Driving The Tiny Across the Lake . . . or Into Outer Space?

Gravity via IMDB

I was sitting in mediation this morning, trying to focus on the recorded reminders about “impermanence, impermanence, the universal law impermanence,” and “change, change, change.” I’m supposed to remain “aware and equanimous.”

But my mind keeps screaming: WHERE AM I GOING TO PARK THE TINY???

As it stands now, unless I chicken out and completely abandon my dreams, I’m set to drive The Tiny across the lake in a few hours to camp for two weeks. This is meant to be a test run to see how I might fare during a longer trip, perhaps for a year or longer.

Can I travel around the country in The Tiny and continue to do quality work for my awesome clients and occasionally visit my beloved family and friends and enjoy state and national parks?

That is the question. This is the urge I felt since taking possession of The Tiny three months ago. Camping across the lake will help bring about the answer.
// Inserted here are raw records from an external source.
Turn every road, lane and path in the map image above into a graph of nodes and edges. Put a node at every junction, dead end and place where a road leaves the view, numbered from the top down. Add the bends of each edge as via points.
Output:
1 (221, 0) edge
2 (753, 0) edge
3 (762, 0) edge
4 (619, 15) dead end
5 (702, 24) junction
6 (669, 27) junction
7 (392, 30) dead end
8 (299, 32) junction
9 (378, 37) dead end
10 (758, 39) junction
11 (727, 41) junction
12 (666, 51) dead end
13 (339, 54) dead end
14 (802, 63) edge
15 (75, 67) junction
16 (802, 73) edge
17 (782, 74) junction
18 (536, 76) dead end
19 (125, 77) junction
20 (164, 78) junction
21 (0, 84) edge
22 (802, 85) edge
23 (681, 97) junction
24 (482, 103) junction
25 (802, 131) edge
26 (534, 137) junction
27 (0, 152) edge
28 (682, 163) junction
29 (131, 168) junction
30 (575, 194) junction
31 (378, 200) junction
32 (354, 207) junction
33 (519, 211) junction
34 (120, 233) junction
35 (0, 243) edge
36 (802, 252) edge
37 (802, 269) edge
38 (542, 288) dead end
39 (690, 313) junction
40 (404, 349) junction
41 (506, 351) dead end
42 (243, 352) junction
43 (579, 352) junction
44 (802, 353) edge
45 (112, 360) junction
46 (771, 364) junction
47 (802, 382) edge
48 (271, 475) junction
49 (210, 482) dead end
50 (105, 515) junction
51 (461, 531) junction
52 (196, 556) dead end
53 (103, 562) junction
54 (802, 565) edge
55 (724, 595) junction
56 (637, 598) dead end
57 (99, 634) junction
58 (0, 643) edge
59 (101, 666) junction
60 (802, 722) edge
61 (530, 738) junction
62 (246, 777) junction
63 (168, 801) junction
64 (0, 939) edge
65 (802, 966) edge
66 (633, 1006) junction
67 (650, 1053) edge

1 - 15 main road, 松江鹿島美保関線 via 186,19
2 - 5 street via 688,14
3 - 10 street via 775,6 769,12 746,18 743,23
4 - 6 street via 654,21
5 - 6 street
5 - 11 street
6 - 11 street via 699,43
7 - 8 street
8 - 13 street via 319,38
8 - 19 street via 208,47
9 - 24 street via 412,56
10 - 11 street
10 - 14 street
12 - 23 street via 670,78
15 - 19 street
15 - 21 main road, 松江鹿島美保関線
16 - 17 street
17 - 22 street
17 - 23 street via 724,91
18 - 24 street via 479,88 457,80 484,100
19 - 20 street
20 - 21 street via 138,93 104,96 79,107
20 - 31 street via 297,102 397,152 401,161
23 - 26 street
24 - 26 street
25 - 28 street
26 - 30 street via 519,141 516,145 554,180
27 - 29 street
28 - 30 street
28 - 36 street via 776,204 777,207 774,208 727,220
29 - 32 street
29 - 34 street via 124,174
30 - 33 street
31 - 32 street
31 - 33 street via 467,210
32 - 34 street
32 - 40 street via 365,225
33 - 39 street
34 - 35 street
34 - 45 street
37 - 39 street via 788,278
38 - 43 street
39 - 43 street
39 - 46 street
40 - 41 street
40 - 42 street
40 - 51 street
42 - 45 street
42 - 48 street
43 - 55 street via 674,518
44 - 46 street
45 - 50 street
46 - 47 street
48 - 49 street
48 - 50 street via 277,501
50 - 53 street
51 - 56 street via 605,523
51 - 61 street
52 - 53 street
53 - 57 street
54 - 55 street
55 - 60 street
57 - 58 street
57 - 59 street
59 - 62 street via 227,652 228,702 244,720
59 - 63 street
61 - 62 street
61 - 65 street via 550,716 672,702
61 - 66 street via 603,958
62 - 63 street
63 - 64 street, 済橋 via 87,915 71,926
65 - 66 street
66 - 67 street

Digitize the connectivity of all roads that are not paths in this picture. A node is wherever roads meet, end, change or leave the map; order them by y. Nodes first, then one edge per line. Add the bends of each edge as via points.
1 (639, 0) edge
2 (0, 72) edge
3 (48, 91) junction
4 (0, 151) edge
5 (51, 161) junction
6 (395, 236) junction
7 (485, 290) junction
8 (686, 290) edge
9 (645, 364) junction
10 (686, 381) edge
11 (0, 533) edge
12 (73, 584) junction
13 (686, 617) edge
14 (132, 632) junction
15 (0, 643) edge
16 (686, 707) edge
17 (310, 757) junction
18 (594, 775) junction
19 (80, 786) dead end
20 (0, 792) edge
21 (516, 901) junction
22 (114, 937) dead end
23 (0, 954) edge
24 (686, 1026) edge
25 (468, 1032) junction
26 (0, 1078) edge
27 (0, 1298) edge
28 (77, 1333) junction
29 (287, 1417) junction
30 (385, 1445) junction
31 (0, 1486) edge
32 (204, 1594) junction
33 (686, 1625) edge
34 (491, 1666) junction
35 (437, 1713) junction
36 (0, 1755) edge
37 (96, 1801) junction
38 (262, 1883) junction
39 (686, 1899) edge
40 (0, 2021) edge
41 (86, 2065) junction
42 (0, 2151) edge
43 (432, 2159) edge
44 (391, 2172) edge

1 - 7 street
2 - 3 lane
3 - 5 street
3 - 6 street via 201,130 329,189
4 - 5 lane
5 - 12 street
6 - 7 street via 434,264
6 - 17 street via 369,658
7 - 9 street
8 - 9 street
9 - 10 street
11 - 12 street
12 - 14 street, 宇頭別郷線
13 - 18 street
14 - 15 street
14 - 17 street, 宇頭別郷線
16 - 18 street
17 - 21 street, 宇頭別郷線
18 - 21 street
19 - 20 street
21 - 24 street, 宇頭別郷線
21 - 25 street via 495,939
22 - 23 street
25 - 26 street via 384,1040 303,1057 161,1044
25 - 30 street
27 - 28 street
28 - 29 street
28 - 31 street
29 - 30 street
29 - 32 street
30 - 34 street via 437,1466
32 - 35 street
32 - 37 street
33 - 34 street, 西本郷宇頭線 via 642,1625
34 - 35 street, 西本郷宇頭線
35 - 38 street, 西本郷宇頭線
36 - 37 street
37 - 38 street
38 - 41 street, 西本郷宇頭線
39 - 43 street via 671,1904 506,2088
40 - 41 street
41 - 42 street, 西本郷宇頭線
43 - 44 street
But the resistance is HUGE! The Tiny is pretty much all packed, sitting in the driveway, awaiting its hitch-up to the Durango. Surprise! Nobody stole them last night! I’ve made lists upon lists, printed out instructions for packing up, hitching up, setting up at camp, setting up the new side tent. I’ve made an online order at the closest Walmart to the campground, and will arrive there at 1 p.m. to have them load up my groceries and goods.

And still . . . the fear is ENORMOUS! It’s irrational and unfounded. Maybe I’ll drive out of the driveway and a sinkhole will develop, and the Durango and The Tiny will be swallowed up and me and the dog will barely escape. Or maybe the bridge across the lake has been altered overnight and it doesn’t really reach the north shore, but goes straight into outer space and me and the Durango and The Tiny and the dog will be suspended out there in the cold, bleak darkness, untethered, with no way to get back home, and no home to get back to, like Sandra Bullock and George Clooney in the movie Gravity (which I saw in 3-D, so maybe that was a bad idea). All these things are possible. Highly unlikely, and not probable, but in my terrified mind, they are possible.

I felt a similar fear before I took my first solo cross-country driving trip in 2008 in my mighty Ford conversion van. It felt so dangerous. It seemed like I would drive out the long dirt driveway of the home I lived in then, and be immediately picked off by a sniper. This is the kind of rural area where you lock your car only to keep the neighbors from filling it up with homegrown zucchini. Of course, I didn’t get shot. It was somewhere around west Texas when I saw yet another woman traveling alone, and it occurred to me that is really quite a safe and welcoming country. Where I had once felt that all the spaces were taken up and my only rightful space was at home, it seemed like the molecules and energy of the universe simply shifted to make space for me wherever I wanted to be.

In the run-up to this test campout, I seem to have forgotten all that.

Of course, I’ve taken all precautions. I’ve reserved my campsite, so theoretically I will have somewhere to land after my 30 minutes of driving. What if that campsite has disappeared? What if the Reserve America website malfunctioned and there actually is no such site and never was there one? What if it’s been double booked and someone is there with a better trailer? What if I get there and it’s a big mud hole surrounded with snarling, rabid, wild boar?

Yes, being a creative person with a creative mind definitely has a downside. I imagine the most unlikely scenarios and then live in fear of them. As the old adage goes, “I’ve worried about many tragedies in my life, most of which never happened.”

And to top it off, my happy and normally hungry dog is lethargic and hasn’t eaten anything but a can of tuna in the past 24 hours. Why, why, why? Should I stay or should I go?

I suspect I’ll get up off this overstuffed, silk-slipcoverd chair and get showered and complete my packing and eat some lunch and hit the road. The fear of heading out is at 50 decibels in my brain, but the pain of abandoning my dream would hit 1,000 decibels. So the 50 must be endured. It’s simple math.

If that bridge indeed remains attached to the north shore, and I don’t end up within spitting distance of the International Space Station, I’ll be back here with an update.

Otherwise, send George Clooney. I’ll need his help.